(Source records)
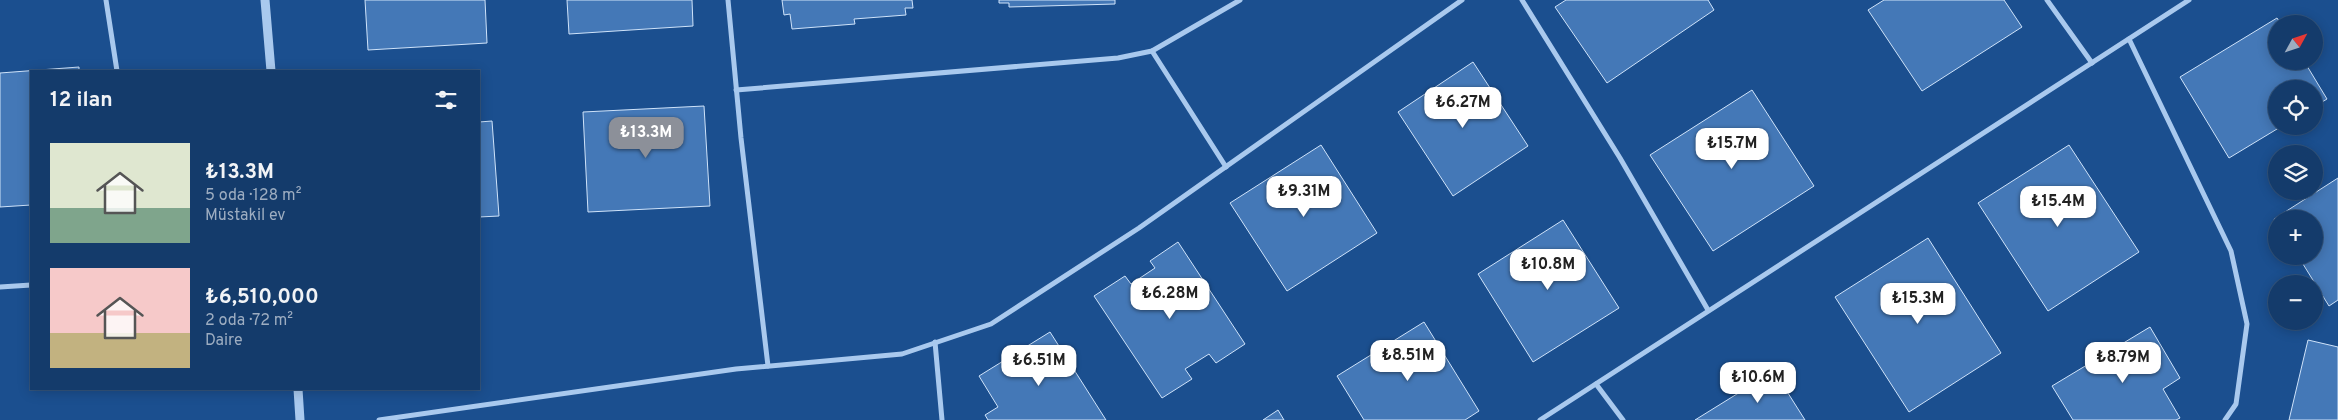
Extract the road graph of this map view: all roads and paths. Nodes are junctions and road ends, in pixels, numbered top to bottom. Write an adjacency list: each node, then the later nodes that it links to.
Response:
1 (106, 0): 12 (street)
2 (265, 0): 13 (street)
3 (728, 0): 14 (street)
4 (1240, 0): 10 (street)
5 (1462, 0): 15 (street)
6 (1522, 0): 18 (street)
7 (2047, 0): 11 (street)
8 (2189, 0): 9 (street)
9 (2129, 39): 11 (street); 28 (street)
10 (1152, 51): 14 (street); 15 (street)
11 (2092, 63): 18 (street)
12 (117, 70)
13 (271, 70)
14 (736, 90): 20 (street)
15 (1226, 167): 19 (street)
16 (30, 284): 17 (street)
17 (0, 287)
18 (1708, 310): 21 (street)
19 (935, 342): 20 (street); 25 (street)
20 (768, 366): 24 (street)
21 (1596, 384): 26 (street); 27 (street)
22 (298, 390): 23 (street)
23 (300, 420)
24 (379, 420)
25 (942, 420)
26 (1540, 420)
27 (1623, 420)
28 (2225, 420)

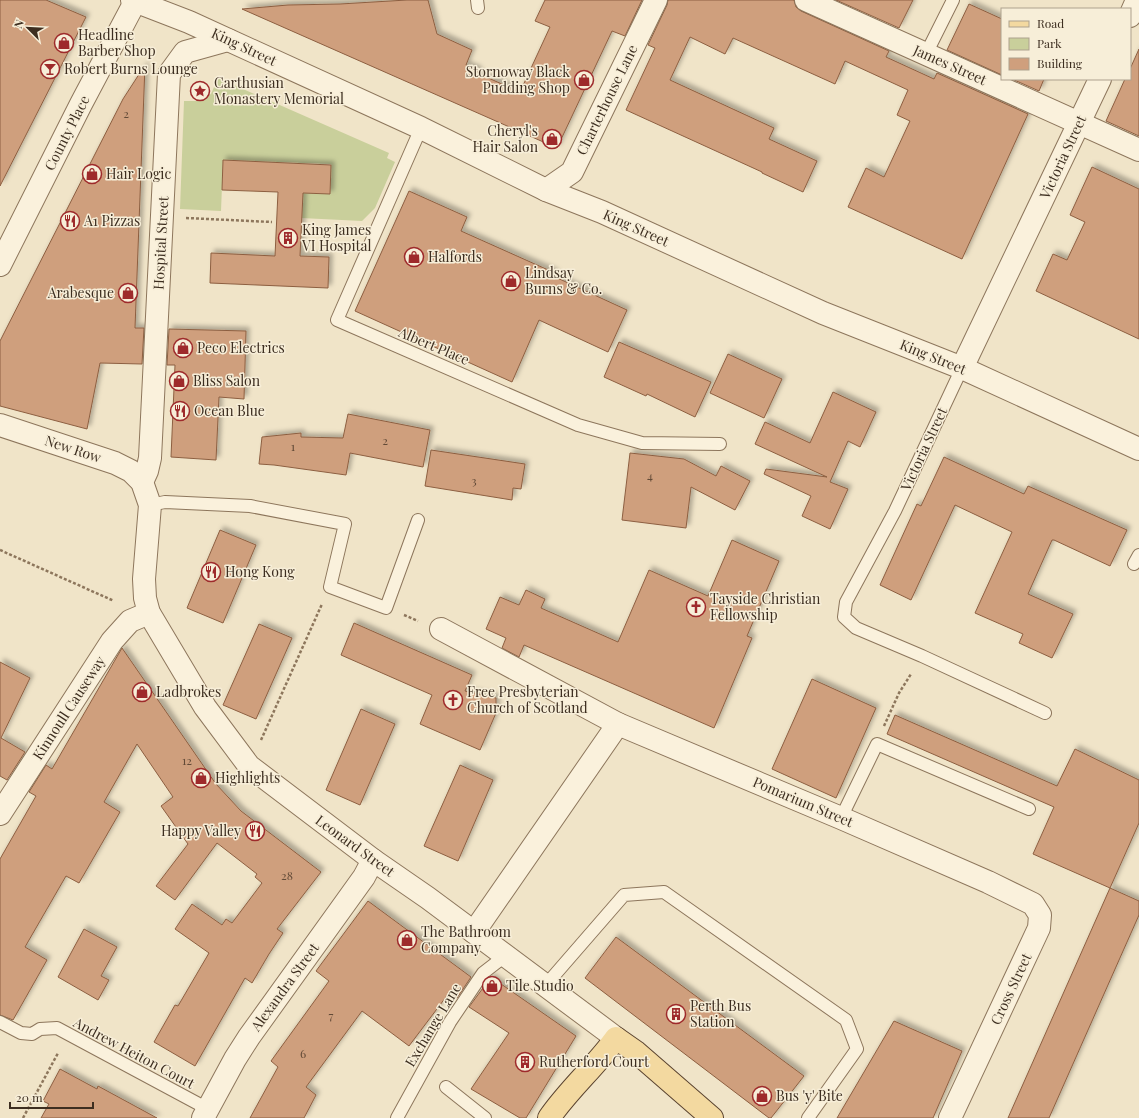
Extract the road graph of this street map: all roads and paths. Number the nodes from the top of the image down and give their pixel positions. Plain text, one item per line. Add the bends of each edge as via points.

» What needs to be done
Counting only lines that hold the string "roads", give the number of such lines in the records. Write nothing else.

» Solution to this problem
2